The Unified Astronomy Thesaurus (UAT) has been formally recognized and supported by the American Astronomical Society (AAS). Starting in June of 2019, AAS journals such as the Astrophysical Journal and the Astronomical Journal have required UAT concepts for all new article submissions. The Hubble Space Telescope Call for Proposals Cycle 28 and the James Webb Space Telescope Call for Proposals Cycle 1 have both adopted the UAT as the source for descriptive keywords. We look back at usage of the UAT during its first two years of implementation and look forward to continuing to meet the needs of the astronomical community. The Unified Astronomy Thesaurus thrives on user input for growth, and the UAT Curator has seen an increase in feedback and submissions since being implemented into various systems. In order to better support continuous community feedback, the UAT Curator has defined a development roadmap to guide the yearly release cycle. UAT enhancements from the past two years will also be shared with the community. These include new concept branches, concept definitions derived from the Etymological Dictionary of Astronomy and Astrophysics, and enhanced search capabilities.
The Unified Astronomy Thesaurus (UAT) is an open, interoperable, and community-supported project that brings together existing vocabularies and keyword lists from the fields of astronomy and astrophysics into a single, unified, and freely available thesaurus. In practice, the UAT can often be thought of as a controlled vocabulary of astronomy and astronomy-related concepts that is maintained and updated once a year. However, instead of being presented as a flat list of keywords as many previous systems have been, the 2122 concepts within the UAT are organized into a hierarchy, 11 levels at its deepest, collected underneath 11 top level categories.

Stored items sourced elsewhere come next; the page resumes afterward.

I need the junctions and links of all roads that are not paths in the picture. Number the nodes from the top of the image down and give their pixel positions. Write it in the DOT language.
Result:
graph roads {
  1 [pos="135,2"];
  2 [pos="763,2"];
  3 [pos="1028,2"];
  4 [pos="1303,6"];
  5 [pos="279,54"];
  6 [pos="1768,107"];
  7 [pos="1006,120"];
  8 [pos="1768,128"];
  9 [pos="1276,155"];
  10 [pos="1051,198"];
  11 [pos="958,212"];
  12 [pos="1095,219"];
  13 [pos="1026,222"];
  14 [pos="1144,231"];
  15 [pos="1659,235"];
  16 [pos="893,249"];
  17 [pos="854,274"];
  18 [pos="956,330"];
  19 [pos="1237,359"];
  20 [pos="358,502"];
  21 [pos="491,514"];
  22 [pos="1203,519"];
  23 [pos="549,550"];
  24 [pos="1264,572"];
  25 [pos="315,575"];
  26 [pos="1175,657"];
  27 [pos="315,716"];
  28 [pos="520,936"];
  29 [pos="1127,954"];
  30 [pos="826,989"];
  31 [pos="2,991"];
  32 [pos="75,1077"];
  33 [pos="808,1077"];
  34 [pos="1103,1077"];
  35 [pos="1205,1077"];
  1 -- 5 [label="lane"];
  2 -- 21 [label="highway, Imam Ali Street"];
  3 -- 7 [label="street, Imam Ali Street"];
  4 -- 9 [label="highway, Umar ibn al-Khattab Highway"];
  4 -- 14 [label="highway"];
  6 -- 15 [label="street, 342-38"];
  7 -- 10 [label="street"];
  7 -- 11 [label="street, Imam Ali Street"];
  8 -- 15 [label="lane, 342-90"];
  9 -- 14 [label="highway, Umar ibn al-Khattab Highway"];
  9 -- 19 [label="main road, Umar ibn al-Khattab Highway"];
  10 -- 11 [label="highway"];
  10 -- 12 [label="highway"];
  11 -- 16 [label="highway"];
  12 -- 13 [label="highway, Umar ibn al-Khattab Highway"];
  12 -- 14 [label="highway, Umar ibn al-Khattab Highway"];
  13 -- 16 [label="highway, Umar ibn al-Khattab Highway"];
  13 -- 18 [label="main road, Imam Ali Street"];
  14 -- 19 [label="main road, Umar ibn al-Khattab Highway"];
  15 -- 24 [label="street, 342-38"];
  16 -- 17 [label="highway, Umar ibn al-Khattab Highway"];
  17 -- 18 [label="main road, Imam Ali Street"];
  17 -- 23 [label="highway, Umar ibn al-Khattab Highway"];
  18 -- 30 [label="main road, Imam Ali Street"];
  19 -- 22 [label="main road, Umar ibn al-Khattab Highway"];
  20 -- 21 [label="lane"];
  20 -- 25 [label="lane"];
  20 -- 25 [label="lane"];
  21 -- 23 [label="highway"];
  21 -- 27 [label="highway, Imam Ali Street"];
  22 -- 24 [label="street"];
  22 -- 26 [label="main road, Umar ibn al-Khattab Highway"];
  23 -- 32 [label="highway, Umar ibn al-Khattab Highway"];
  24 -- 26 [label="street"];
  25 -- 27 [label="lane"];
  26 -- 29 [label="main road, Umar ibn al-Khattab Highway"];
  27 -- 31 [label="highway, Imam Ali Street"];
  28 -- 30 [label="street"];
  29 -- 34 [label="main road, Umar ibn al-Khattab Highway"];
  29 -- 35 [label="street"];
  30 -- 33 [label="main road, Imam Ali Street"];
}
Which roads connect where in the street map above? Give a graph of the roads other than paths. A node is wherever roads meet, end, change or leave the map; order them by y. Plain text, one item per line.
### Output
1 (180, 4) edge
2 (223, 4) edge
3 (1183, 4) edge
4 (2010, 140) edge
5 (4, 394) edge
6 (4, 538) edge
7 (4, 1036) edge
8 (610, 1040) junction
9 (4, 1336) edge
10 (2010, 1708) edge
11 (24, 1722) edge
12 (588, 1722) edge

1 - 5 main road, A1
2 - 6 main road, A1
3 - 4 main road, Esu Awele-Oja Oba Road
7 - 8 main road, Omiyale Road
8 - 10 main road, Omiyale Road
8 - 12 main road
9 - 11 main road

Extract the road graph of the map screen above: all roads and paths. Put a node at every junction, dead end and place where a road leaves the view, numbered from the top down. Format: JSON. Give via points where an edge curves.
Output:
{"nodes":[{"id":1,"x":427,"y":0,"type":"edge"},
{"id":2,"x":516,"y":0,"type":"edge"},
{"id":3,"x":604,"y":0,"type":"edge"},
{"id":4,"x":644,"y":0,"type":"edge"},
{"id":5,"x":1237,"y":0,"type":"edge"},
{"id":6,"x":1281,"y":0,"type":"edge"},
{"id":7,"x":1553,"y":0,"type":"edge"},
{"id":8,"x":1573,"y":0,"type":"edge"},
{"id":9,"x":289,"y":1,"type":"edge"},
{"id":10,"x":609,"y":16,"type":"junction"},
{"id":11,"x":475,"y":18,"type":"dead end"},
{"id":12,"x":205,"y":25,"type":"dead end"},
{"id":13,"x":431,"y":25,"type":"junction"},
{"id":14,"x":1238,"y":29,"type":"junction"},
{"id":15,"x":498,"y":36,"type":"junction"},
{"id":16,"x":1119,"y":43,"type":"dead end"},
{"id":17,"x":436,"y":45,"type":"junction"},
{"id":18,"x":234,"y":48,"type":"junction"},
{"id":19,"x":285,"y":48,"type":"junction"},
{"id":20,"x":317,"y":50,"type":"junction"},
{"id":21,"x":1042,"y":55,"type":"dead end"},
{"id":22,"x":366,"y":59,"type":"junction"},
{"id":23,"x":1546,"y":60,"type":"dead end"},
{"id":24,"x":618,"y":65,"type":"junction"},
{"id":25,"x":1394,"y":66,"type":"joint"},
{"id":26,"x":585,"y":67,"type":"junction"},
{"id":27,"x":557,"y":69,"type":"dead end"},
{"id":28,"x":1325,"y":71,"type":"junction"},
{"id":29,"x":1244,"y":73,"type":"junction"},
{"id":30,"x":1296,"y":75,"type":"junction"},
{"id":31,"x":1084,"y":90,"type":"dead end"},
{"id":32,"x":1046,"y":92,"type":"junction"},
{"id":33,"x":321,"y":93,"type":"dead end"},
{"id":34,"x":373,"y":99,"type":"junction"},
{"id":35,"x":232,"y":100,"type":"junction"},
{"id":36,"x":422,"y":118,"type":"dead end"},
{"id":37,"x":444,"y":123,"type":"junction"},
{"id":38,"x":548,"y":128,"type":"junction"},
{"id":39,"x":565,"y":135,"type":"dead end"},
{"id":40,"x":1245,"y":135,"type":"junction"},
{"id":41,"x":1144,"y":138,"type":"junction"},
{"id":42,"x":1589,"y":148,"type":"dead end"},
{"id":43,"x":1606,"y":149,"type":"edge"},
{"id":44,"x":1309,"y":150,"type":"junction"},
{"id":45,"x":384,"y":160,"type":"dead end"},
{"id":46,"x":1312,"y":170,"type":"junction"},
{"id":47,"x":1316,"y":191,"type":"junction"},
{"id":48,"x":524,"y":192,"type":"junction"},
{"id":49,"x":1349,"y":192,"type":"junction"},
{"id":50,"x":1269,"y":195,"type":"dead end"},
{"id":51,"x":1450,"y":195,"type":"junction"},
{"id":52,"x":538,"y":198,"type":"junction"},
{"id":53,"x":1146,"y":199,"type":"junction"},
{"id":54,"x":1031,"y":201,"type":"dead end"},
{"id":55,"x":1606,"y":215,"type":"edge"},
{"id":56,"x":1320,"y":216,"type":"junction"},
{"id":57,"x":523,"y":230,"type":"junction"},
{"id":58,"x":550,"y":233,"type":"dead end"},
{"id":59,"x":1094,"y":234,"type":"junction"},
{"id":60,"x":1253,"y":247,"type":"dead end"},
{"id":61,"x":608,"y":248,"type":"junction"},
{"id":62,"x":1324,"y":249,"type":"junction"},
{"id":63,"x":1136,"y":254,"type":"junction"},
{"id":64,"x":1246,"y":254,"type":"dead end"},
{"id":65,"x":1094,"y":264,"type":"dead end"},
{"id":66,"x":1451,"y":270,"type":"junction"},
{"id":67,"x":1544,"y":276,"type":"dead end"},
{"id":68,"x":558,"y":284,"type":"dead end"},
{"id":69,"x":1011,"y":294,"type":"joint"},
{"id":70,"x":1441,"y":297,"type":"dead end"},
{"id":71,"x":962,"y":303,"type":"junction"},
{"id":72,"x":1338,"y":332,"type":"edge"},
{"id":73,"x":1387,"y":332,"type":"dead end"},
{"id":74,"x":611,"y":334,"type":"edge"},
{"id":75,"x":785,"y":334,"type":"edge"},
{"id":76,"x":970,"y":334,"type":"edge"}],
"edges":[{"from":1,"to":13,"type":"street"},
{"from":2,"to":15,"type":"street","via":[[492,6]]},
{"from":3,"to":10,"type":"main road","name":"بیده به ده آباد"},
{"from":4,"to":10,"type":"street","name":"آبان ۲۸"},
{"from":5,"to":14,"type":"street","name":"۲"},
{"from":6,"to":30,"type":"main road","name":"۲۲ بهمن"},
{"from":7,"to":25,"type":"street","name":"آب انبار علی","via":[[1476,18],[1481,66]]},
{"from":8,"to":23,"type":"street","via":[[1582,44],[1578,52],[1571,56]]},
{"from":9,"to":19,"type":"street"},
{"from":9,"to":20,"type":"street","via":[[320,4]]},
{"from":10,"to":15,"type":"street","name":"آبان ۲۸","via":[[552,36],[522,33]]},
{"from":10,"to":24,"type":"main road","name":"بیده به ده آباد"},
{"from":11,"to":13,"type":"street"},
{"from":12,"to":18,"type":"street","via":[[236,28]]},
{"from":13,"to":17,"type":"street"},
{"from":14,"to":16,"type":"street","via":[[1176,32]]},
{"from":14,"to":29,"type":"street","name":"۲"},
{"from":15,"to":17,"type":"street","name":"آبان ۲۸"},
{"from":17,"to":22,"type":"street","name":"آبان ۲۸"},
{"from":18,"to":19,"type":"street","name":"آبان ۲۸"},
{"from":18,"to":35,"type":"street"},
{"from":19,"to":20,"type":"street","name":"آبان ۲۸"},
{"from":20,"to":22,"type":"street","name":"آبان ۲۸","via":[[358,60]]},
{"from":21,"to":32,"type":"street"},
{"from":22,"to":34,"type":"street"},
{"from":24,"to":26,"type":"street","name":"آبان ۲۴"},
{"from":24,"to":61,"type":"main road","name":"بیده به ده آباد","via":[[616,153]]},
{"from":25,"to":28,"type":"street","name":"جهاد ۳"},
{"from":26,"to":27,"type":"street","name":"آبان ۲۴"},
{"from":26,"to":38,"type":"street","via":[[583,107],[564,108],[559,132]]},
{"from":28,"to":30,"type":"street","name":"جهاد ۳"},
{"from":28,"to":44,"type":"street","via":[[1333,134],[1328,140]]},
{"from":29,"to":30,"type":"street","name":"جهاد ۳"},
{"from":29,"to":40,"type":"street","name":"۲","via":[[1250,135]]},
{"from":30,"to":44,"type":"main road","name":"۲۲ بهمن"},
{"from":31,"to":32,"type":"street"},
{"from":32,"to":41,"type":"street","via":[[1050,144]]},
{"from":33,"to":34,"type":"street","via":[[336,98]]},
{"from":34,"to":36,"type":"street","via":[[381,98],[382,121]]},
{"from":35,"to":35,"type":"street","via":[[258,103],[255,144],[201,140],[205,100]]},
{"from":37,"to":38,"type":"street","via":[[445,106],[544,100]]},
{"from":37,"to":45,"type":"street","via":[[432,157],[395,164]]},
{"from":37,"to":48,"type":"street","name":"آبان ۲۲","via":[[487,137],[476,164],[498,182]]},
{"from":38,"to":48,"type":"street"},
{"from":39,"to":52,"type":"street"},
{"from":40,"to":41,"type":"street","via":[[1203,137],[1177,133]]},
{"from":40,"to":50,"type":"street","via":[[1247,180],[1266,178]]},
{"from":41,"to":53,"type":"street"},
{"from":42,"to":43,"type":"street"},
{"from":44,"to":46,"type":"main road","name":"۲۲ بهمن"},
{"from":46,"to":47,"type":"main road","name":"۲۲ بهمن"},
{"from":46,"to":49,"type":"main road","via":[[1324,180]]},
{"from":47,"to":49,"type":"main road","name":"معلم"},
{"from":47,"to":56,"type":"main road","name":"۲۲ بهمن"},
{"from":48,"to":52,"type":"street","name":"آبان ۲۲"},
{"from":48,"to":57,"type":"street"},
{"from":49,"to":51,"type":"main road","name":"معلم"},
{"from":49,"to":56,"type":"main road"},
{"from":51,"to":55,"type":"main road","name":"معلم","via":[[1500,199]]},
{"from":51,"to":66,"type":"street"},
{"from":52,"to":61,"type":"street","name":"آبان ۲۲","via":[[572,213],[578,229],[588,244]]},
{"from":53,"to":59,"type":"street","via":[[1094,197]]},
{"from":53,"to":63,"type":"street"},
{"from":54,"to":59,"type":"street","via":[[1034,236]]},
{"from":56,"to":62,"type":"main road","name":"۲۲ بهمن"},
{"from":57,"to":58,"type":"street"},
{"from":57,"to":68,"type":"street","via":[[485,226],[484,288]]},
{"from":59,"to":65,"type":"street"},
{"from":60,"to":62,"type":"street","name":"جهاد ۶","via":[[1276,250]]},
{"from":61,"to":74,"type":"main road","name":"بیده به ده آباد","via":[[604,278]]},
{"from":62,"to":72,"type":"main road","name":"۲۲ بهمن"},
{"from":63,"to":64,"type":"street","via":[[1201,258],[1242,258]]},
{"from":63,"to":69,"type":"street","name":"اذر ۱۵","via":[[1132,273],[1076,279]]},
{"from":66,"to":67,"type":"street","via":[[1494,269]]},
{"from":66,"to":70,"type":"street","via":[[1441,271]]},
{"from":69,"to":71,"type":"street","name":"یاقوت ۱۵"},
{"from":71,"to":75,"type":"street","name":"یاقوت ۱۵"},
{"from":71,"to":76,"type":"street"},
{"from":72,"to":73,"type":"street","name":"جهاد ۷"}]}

This hierarchy helps to define basic relationships between concepts, where child concepts are typically a type of the parent concept, a specific example of the parent concept, or a part of the parent concept. In addition to these parent-child links, the UAT can establish a connection between concepts found in vastly different hierarchical paths that are somehow related. For example, solar physics and stellar astronomy are two different branches of astronomical research, even though the Sun is clearly just one particular star. The differences between how stellar and solar astronomy are framed is reflected in the UAT; Solar Physics is one top level concept and Stellar Astronomy is a different top level concept. Even though it’s clear that a solar flare is a specific instance of a stellar flare, these concepts are found in two completely different sections of the UAT.
For another example, we can look at the nuanced difference between “Horizontal branch stars” and the “Horizontal branch” itself. The “Horizontal branch” is a specific area found on the Hertzsprung Russell diagram, which is a model of stellar evolution. Stars identified as existing within the “Horizontal branch” phase of their lives do not belong hierarchically underneath the concept of a stellar evolutionary model. Instead, “Horizontal branch stars'' are found under “Stellar evolutionary types.” Of course, we wouldn't have the concept of “Horizontal branch stars” without the stellar evolutionary model that describes them, therefore these two concepts are connected with a related concept link. In both cases, the related concept link allows us to create a connection between two concepts in unrelated sections of the UAT without forcing those concepts into a strict hierarchy.
Another important feature of the UAT is how each concept is identified. Though every concept has an English language label, the UAT is not a simple collection of words and phrases. A concept is more accurately identified by its Uniform Resource Identifier, or URI. These are a special type of URL, a unique sequence of characters permanently assigned to identify a specific concept in a way that web technologies can utilize. Information about the concept can be found at its URI, but more importantly a web application can be built to access the API side to easily pull out information about the concept’s place within the hierarchy, its related links, and other metadata associated with the concept. Using UAT concepts with URIs enables topical links to be made between papers, datasets, objects, images, and any other type of information.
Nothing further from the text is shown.